Change https://reviews.llvm.org/D105169 enables noundef attribute by default. This is causing issue with functions tagged with convergent attribute.

For Ex: SimplifyCFG pass removes the branch leading to a BB which has an incoming value that will always trigger undefined behavior. This basically modifies the CFG and combines the basic blocks. This works for CPU execution. But on a GPU, there are intrinsics like "__shfl_sync(unsigned mask, T var, int srcLane, int width=warpSize)", Where the exchange of variable occurs simultaneously for all active threads within the warp. So, here in the cuda/hip kernel, variable var in shuffl_sync may not be initialised, and LLVM IR treats it as undef. Currently all the arguments are tagged with noundef attribute and the above mentioned optimization by SimplifyCFG gets applied and the kernel execution becomes ambiguous. So, the proposed change is to skip adding noundef attribute to arguments when a function has been tagged with convergent attribute.

Diff Detail

Event Timeline

skc7 created this revision.Apr 21 2022, 2:54 AM
Herald added a project: Restricted Project. · View Herald TranscriptApr 21 2022, 2:54 AM
skc7 requested review of this revision.Apr 21 2022, 2:54 AM
Herald added projects: Restricted Project, Restricted Project. · View Herald Transcript
skc7 added a reviewer: arsenm.Apr 26 2022, 7:42 AM
arsenm added inline comments.Apr 26 2022, 9:41 AM
clang/lib/CodeGen/CGCall.cpp
2435

Missing space before (.

Needs comment explaining this

llvm/test/Transforms/SimplifyCFG/tautological-conditional-branch-convergent-noundef.ll
26

Aren't the cases with defined handling of undef lanes still defined for the result?

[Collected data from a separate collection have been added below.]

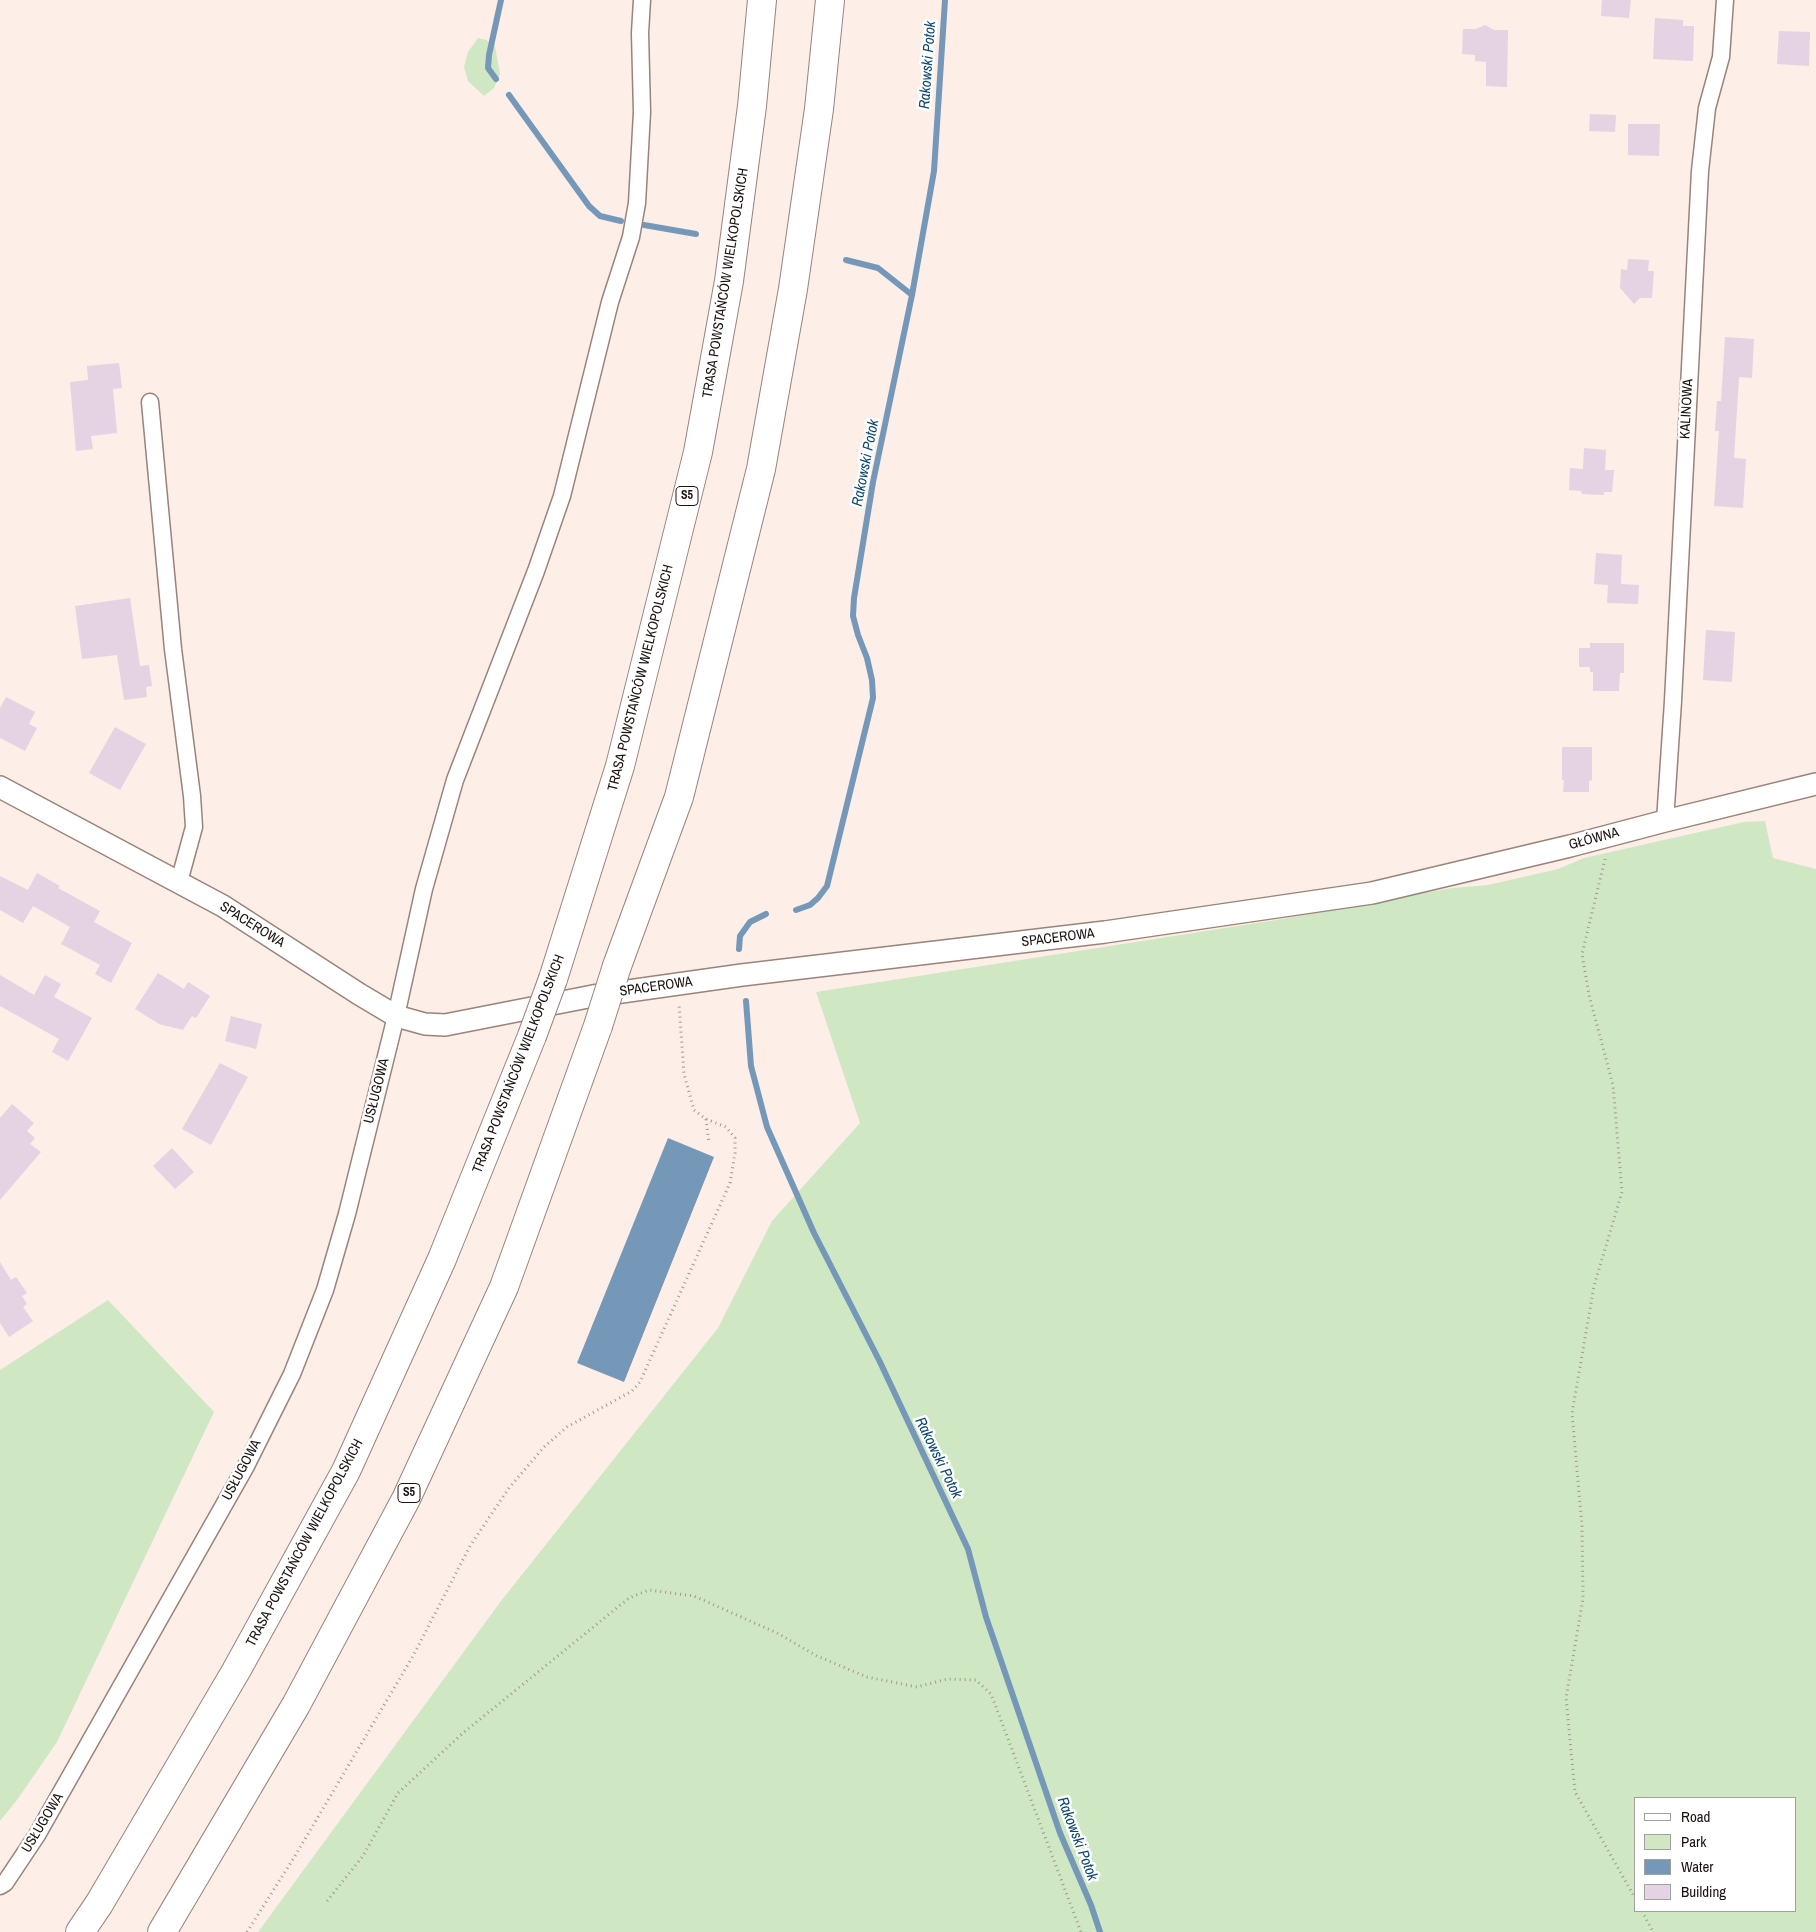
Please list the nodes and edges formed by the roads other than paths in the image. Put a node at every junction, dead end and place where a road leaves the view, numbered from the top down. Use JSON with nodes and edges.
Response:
{"nodes":[{"id":1,"x":642,"y":0,"type":"edge"},
{"id":2,"x":762,"y":0,"type":"edge"},
{"id":3,"x":830,"y":0,"type":"edge"},
{"id":4,"x":1724,"y":0,"type":"edge"},
{"id":5,"x":150,"y":402,"type":"dead end"},
{"id":6,"x":1816,"y":784,"type":"edge"},
{"id":7,"x":0,"y":787,"type":"edge"},
{"id":8,"x":1665,"y":820,"type":"junction"},
{"id":9,"x":179,"y":882,"type":"junction"},
{"id":10,"x":1372,"y":893,"type":"joint"},
{"id":11,"x":396,"y":1016,"type":"junction"},
{"id":12,"x":0,"y":1886,"type":"edge"},
{"id":13,"x":80,"y":1932,"type":"edge"},
{"id":14,"x":162,"y":1932,"type":"edge"}],
"edges":[{"from":1,"to":11,"type":"street","name":"USŁUGOWA"},
{"from":2,"to":13,"type":"highway","name":"TRASA POWSTAŃCÓW WIELKOPOLSKICH","number":"S5","bridge":true},
{"from":3,"to":14,"type":"highway","number":"S5","bridge":true},
{"from":4,"to":8,"type":"street","name":"KALINOWA"},
{"from":5,"to":9,"type":"street"},
{"from":6,"to":8,"type":"street","name":"GŁÓWNA"},
{"from":7,"to":9,"type":"street","name":"SPACEROWA"},
{"from":8,"to":10,"type":"street","name":"GŁÓWNA"},
{"from":9,"to":11,"type":"street","name":"SPACEROWA"},
{"from":10,"to":11,"type":"street","name":"SPACEROWA"},
{"from":11,"to":12,"type":"street","name":"USŁUGOWA"}]}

skc7 updated this revision to Diff 425393.Apr 26 2022, 7:08 PM

clang-format to CGCall.cpp. Added comment for the change

skc7 added inline comments.Apr 26 2022, 7:30 PM
clang/lib/CodeGen/CGCall.cpp
2435

Updated

llvm/test/Transforms/SimplifyCFG/tautological-conditional-branch-convergent-noundef.ll
26

ret double %i4?

skc7 updated this revision to Diff 425442.Apr 27 2022, 1:59 AM

fix failing tests

skc7 updated this revision to Diff 425458.Apr 27 2022, 3:06 AM

skip adding noundef to return type

skc7 updated this revision to Diff 425463.Apr 27 2022, 3:18 AM

update test

skc7 marked an inline comment as not done.Apr 27 2022, 3:19 AM
skc7 added inline comments.
llvm/test/Transforms/SimplifyCFG/tautological-conditional-branch-convergent-noundef.ll
26

Updated patch to skip adding noundef attribute to return types aswell

For Ex: SimplifyCFG pass removes the branch leading to a BB which has an incoming value that will always trigger undefined behavior. This basically modifies the CFG and combines the basic blocks. This works for CPU execution. But on a GPU, there are intrinsics like "__shfl_sync(unsigned mask, T var, int srcLane, int width=warpSize)", Where the exchange of variable occurs simultaneously for all active threads within the warp. So, here in the cuda/hip kernel, variable var in shuffl_sync may not be initialised, and LLVM IR treats it as undef. Currently all the arguments are tagged with noundef attribute and the above mentioned optimization by SimplifyCFG gets applied and the kernel execution becomes ambiguous. So, the proposed change is to skip adding noundef attribute to arguments when a function has been tagged with convergent attribute.

Can we please have an example for this. I don't know what would be broken w/ noundef + convergent and I somewhat doubt noundef is the problem.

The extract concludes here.